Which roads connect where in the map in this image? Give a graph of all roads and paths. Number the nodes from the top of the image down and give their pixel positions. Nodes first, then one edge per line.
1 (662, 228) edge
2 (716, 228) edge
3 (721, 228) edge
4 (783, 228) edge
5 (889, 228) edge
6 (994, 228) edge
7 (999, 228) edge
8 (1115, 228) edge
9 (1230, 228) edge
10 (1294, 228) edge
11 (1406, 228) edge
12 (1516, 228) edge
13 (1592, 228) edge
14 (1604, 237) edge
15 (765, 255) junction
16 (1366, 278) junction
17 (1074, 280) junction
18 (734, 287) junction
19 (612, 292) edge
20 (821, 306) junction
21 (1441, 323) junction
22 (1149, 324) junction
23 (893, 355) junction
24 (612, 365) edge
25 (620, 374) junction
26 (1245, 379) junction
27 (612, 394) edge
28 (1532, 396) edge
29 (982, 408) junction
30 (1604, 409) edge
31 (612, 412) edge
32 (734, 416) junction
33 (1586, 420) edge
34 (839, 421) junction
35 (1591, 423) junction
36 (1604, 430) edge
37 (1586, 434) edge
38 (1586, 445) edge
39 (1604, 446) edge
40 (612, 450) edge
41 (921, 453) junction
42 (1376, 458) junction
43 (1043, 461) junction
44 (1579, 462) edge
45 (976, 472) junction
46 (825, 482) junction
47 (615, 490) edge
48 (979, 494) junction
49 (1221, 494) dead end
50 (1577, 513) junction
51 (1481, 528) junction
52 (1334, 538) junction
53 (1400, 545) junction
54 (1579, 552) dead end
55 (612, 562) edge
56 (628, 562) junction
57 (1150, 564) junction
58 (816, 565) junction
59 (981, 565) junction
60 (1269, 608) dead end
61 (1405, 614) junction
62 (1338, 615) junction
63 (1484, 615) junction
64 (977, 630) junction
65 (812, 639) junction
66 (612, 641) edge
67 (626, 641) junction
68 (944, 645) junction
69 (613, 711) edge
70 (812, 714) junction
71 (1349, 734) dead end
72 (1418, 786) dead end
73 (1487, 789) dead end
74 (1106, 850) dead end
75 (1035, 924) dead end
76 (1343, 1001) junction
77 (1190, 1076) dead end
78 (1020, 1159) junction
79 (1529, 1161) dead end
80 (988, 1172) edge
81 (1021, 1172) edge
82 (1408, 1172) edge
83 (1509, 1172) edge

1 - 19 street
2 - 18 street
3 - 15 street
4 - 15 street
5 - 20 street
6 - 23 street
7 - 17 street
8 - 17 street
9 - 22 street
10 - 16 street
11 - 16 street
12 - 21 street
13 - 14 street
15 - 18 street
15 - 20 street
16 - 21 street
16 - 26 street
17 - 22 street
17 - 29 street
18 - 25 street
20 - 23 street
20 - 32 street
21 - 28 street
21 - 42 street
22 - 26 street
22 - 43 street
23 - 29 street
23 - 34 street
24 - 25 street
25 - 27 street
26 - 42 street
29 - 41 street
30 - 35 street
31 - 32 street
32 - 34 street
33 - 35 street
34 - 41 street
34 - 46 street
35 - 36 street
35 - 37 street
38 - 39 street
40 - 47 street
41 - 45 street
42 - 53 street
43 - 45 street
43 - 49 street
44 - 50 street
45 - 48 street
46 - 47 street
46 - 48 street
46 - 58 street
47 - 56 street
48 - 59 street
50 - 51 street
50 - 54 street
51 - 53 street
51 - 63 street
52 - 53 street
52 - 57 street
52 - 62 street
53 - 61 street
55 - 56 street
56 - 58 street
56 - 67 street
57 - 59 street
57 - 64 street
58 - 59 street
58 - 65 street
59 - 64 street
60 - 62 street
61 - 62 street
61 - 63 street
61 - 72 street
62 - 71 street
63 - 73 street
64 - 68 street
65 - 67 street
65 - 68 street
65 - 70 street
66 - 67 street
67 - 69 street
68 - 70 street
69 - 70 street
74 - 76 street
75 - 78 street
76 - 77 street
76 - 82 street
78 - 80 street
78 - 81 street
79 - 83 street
----------------
About this exercise: Please find the lines in the data that contain the word "dead" and copy them.

Expected answer:
49 (1221, 494) dead end
54 (1579, 552) dead end
60 (1269, 608) dead end
71 (1349, 734) dead end
72 (1418, 786) dead end
73 (1487, 789) dead end
74 (1106, 850) dead end
75 (1035, 924) dead end
77 (1190, 1076) dead end
79 (1529, 1161) dead end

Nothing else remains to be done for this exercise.